Assignment: Drop the pictures from the entries below, then reproduce the rest exactly.
--- Raw data ---
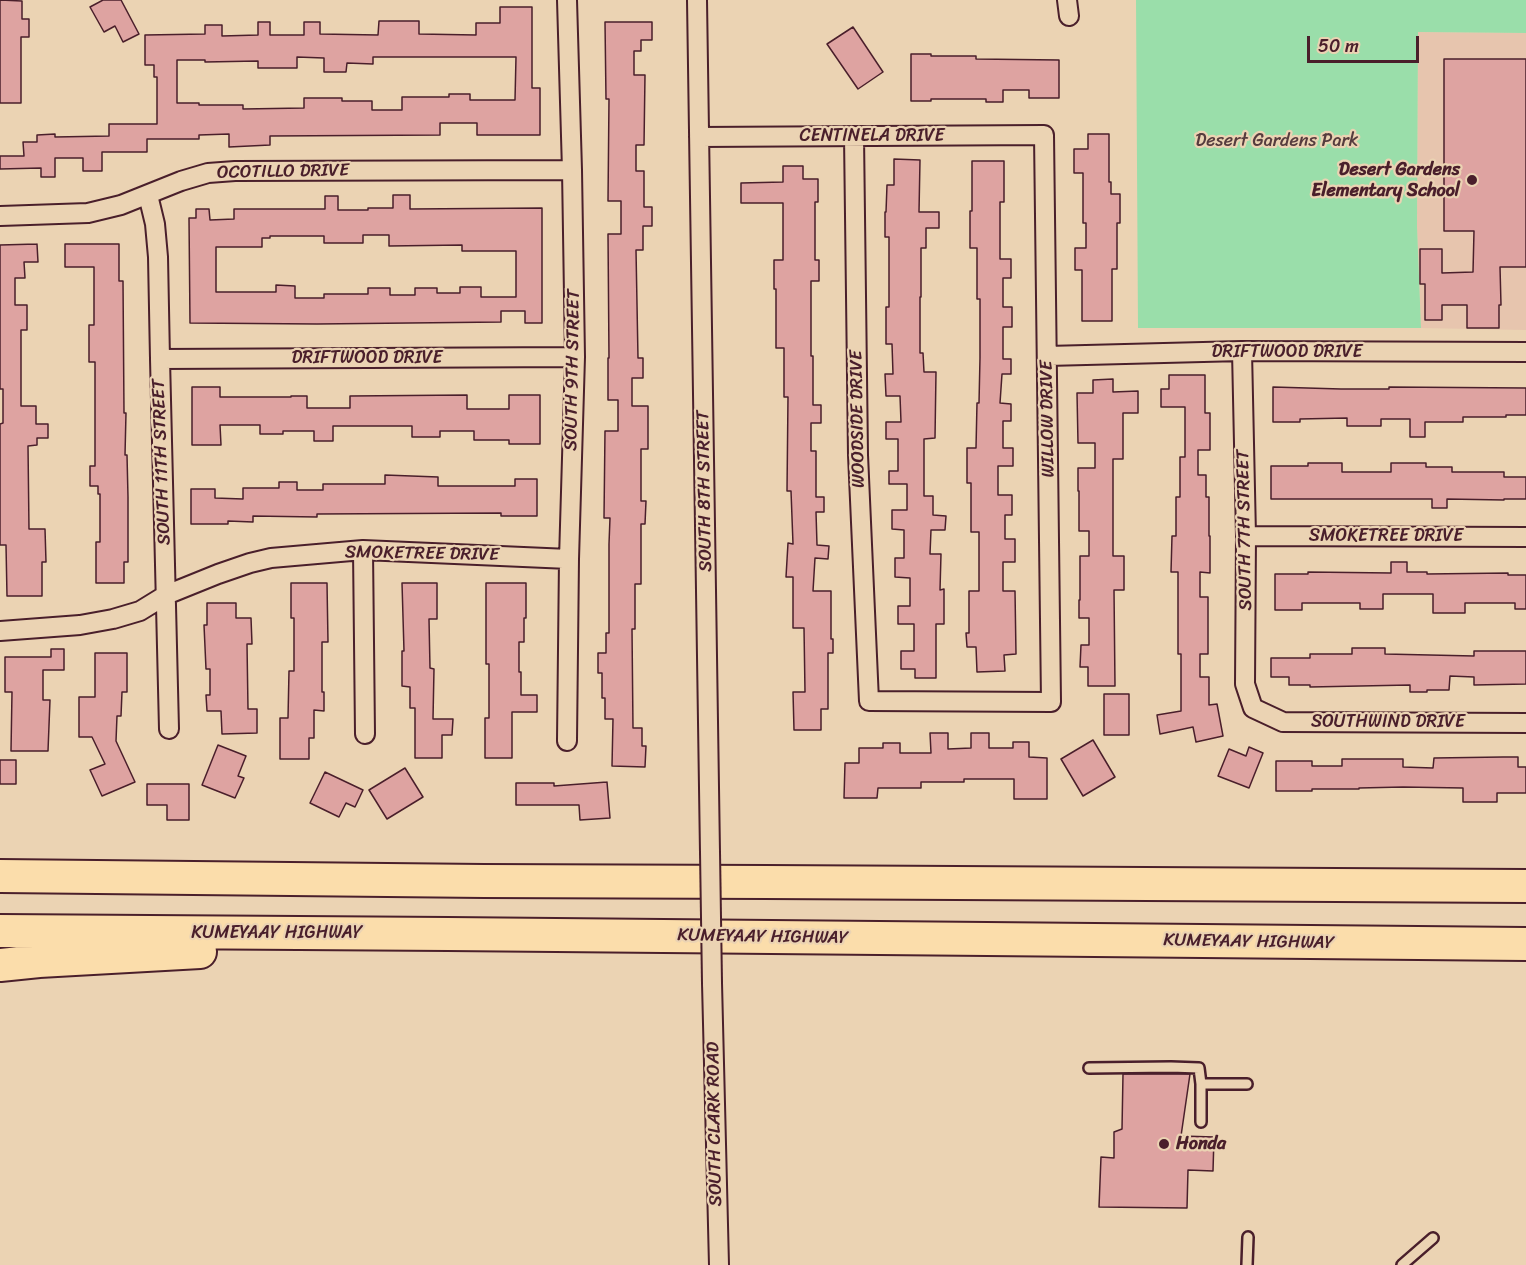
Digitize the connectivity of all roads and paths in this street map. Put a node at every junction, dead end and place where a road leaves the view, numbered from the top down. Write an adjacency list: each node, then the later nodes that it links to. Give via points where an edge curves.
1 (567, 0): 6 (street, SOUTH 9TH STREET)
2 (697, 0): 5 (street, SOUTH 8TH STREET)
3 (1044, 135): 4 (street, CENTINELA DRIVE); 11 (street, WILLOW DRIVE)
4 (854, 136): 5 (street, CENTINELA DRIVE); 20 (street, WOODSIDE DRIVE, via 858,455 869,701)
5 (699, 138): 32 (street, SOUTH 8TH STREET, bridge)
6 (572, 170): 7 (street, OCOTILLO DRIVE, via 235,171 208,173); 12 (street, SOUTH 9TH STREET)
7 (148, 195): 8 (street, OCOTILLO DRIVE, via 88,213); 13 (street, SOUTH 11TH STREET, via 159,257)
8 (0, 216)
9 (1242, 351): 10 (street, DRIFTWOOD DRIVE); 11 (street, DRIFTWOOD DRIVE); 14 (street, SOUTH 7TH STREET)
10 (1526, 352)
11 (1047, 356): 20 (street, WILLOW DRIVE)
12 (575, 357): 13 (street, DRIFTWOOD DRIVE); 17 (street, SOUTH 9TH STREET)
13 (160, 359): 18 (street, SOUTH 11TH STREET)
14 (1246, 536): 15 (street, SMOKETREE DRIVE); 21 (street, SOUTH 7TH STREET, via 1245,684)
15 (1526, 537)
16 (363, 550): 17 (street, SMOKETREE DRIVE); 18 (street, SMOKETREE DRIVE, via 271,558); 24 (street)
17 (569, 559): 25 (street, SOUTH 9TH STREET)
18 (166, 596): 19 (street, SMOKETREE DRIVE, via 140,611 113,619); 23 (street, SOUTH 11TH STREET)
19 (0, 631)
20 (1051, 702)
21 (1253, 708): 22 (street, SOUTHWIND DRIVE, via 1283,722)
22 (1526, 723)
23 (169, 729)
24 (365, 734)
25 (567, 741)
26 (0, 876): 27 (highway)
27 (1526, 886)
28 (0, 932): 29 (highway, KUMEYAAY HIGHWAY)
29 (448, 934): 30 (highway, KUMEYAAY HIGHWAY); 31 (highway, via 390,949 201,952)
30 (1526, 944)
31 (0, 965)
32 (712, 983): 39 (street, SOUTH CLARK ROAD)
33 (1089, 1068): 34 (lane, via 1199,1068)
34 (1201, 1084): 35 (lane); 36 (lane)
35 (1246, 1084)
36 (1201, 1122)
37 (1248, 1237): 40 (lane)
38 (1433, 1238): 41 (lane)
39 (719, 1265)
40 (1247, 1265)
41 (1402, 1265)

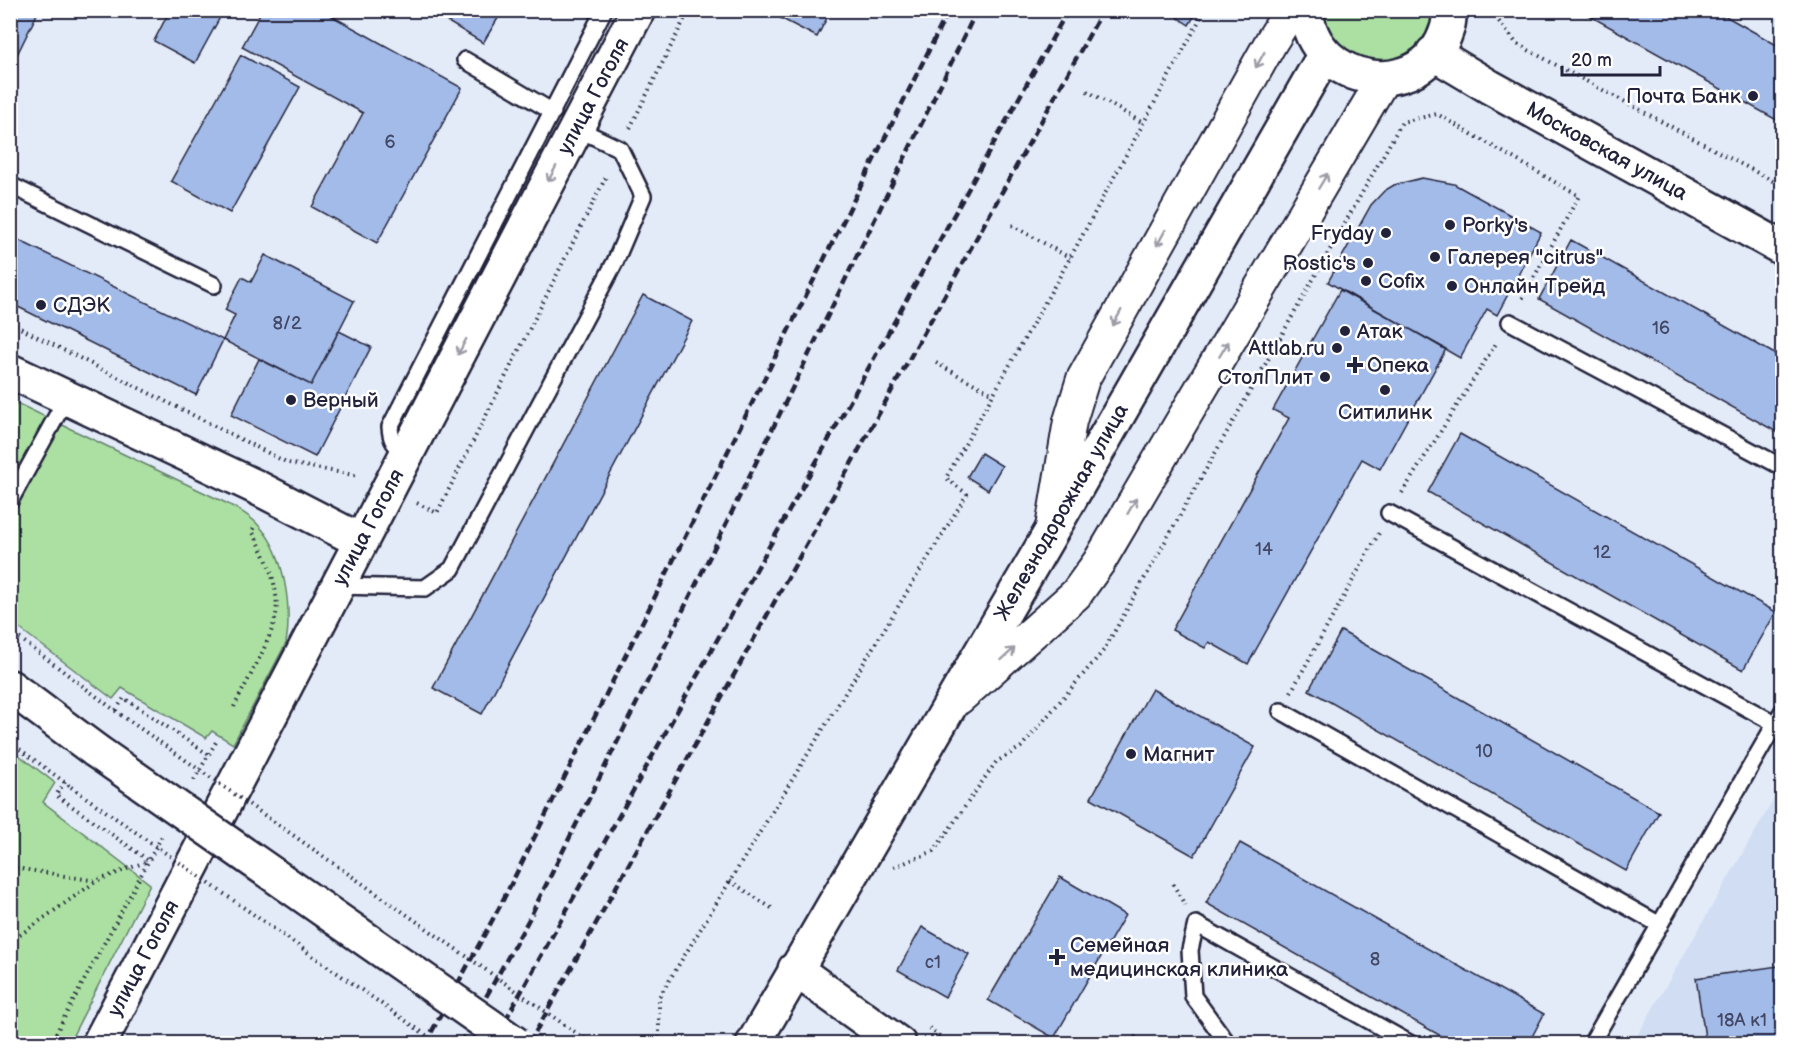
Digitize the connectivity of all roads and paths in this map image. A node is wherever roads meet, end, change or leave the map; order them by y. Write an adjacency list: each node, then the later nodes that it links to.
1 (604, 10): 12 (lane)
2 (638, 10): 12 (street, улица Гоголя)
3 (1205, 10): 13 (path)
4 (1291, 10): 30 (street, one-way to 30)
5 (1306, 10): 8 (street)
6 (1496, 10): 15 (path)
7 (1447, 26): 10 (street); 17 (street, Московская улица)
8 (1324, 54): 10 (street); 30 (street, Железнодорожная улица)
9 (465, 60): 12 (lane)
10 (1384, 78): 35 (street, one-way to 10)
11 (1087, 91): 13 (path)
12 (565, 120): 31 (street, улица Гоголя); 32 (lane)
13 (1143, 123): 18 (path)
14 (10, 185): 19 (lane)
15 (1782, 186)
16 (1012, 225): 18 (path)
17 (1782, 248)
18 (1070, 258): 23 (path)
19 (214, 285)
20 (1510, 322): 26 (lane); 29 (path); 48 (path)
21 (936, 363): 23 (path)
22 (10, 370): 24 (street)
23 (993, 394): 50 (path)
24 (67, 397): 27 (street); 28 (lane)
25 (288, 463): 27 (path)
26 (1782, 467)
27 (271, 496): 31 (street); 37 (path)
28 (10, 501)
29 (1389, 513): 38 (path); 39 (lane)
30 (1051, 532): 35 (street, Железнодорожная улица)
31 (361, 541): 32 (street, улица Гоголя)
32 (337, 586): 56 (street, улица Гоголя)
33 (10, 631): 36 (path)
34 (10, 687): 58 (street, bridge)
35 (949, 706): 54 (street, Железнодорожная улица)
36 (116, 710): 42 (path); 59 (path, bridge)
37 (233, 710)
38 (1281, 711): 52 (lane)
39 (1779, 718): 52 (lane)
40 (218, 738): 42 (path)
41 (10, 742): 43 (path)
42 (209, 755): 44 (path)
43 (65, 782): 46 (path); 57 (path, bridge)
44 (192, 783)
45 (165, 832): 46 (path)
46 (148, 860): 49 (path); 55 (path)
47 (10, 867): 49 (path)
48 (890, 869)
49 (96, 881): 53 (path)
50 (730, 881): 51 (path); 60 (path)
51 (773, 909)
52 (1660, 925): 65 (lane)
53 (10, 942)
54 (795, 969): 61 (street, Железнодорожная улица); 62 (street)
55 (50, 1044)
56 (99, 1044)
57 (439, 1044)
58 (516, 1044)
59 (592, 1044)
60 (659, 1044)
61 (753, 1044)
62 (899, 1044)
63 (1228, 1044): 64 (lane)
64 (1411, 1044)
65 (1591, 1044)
---
Solution:
Digitize the connectivity of all roads and paths in this street map. Put a node at every junction, dead end and place where a road leaves the view, numbered from the top down. Write an adjacency list: each node, then the later nodes that it links to. Give via points where an edge curves.
1 (567, 0): 6 (street, SOUTH 9TH STREET)
2 (697, 0): 5 (street, SOUTH 8TH STREET)
3 (1044, 135): 4 (street, CENTINELA DRIVE); 11 (street, WILLOW DRIVE)
4 (854, 136): 5 (street, CENTINELA DRIVE); 20 (street, WOODSIDE DRIVE, via 858,455 869,701)
5 (699, 138): 32 (street, SOUTH 8TH STREET, bridge)
6 (572, 170): 7 (street, OCOTILLO DRIVE, via 235,171 208,173); 12 (street, SOUTH 9TH STREET)
7 (148, 195): 8 (street, OCOTILLO DRIVE, via 88,213); 13 (street, SOUTH 11TH STREET, via 159,257)
8 (0, 216)
9 (1242, 351): 10 (street, DRIFTWOOD DRIVE); 11 (street, DRIFTWOOD DRIVE); 14 (street, SOUTH 7TH STREET)
10 (1526, 352)
11 (1047, 356): 20 (street, WILLOW DRIVE)
12 (575, 357): 13 (street, DRIFTWOOD DRIVE); 17 (street, SOUTH 9TH STREET)
13 (160, 359): 18 (street, SOUTH 11TH STREET)
14 (1246, 536): 15 (street, SMOKETREE DRIVE); 21 (street, SOUTH 7TH STREET, via 1245,684)
15 (1526, 537)
16 (363, 550): 17 (street, SMOKETREE DRIVE); 18 (street, SMOKETREE DRIVE, via 271,558); 24 (street)
17 (569, 559): 25 (street, SOUTH 9TH STREET)
18 (166, 596): 19 (street, SMOKETREE DRIVE, via 140,611 113,619); 23 (street, SOUTH 11TH STREET)
19 (0, 631)
20 (1051, 702)
21 (1253, 708): 22 (street, SOUTHWIND DRIVE, via 1283,722)
22 (1526, 723)
23 (169, 729)
24 (365, 734)
25 (567, 741)
26 (0, 876): 27 (highway)
27 (1526, 886)
28 (0, 932): 29 (highway, KUMEYAAY HIGHWAY)
29 (448, 934): 30 (highway, KUMEYAAY HIGHWAY); 31 (highway, via 390,949 201,952)
30 (1526, 944)
31 (0, 965)
32 (712, 983): 39 (street, SOUTH CLARK ROAD)
33 (1089, 1068): 34 (lane, via 1199,1068)
34 (1201, 1084): 35 (lane); 36 (lane)
35 (1246, 1084)
36 (1201, 1122)
37 (1248, 1237): 40 (lane)
38 (1433, 1238): 41 (lane)
39 (719, 1265)
40 (1247, 1265)
41 (1402, 1265)

Digitize the connectivity of all roads and paths in this map image. A node is wherever roads meet, end, change or leave the map; order them by y. Write an adjacency list: each node, then the later nodes that it links to.
1 (604, 10): 12 (lane)
2 (638, 10): 12 (street, улица Гоголя)
3 (1205, 10): 13 (path)
4 (1291, 10): 30 (street, one-way to 30)
5 (1306, 10): 8 (street)
6 (1496, 10): 15 (path)
7 (1447, 26): 10 (street); 17 (street, Московская улица)
8 (1324, 54): 10 (street); 30 (street, Железнодорожная улица)
9 (465, 60): 12 (lane)
10 (1384, 78): 35 (street, one-way to 10)
11 (1087, 91): 13 (path)
12 (565, 120): 31 (street, улица Гоголя); 32 (lane)
13 (1143, 123): 18 (path)
14 (10, 185): 19 (lane)
15 (1782, 186)
16 (1012, 225): 18 (path)
17 (1782, 248)
18 (1070, 258): 23 (path)
19 (214, 285)
20 (1510, 322): 26 (lane); 29 (path); 48 (path)
21 (936, 363): 23 (path)
22 (10, 370): 24 (street)
23 (993, 394): 50 (path)
24 (67, 397): 27 (street); 28 (lane)
25 (288, 463): 27 (path)
26 (1782, 467)
27 (271, 496): 31 (street); 37 (path)
28 (10, 501)
29 (1389, 513): 38 (path); 39 (lane)
30 (1051, 532): 35 (street, Железнодорожная улица)
31 (361, 541): 32 (street, улица Гоголя)
32 (337, 586): 56 (street, улица Гоголя)
33 (10, 631): 36 (path)
34 (10, 687): 58 (street, bridge)
35 (949, 706): 54 (street, Железнодорожная улица)
36 (116, 710): 42 (path); 59 (path, bridge)
37 (233, 710)
38 (1281, 711): 52 (lane)
39 (1779, 718): 52 (lane)
40 (218, 738): 42 (path)
41 (10, 742): 43 (path)
42 (209, 755): 44 (path)
43 (65, 782): 46 (path); 57 (path, bridge)
44 (192, 783)
45 (165, 832): 46 (path)
46 (148, 860): 49 (path); 55 (path)
47 (10, 867): 49 (path)
48 (890, 869)
49 (96, 881): 53 (path)
50 (730, 881): 51 (path); 60 (path)
51 (773, 909)
52 (1660, 925): 65 (lane)
53 (10, 942)
54 (795, 969): 61 (street, Железнодорожная улица); 62 (street)
55 (50, 1044)
56 (99, 1044)
57 (439, 1044)
58 (516, 1044)
59 (592, 1044)
60 (659, 1044)
61 (753, 1044)
62 (899, 1044)
63 (1228, 1044): 64 (lane)
64 (1411, 1044)
65 (1591, 1044)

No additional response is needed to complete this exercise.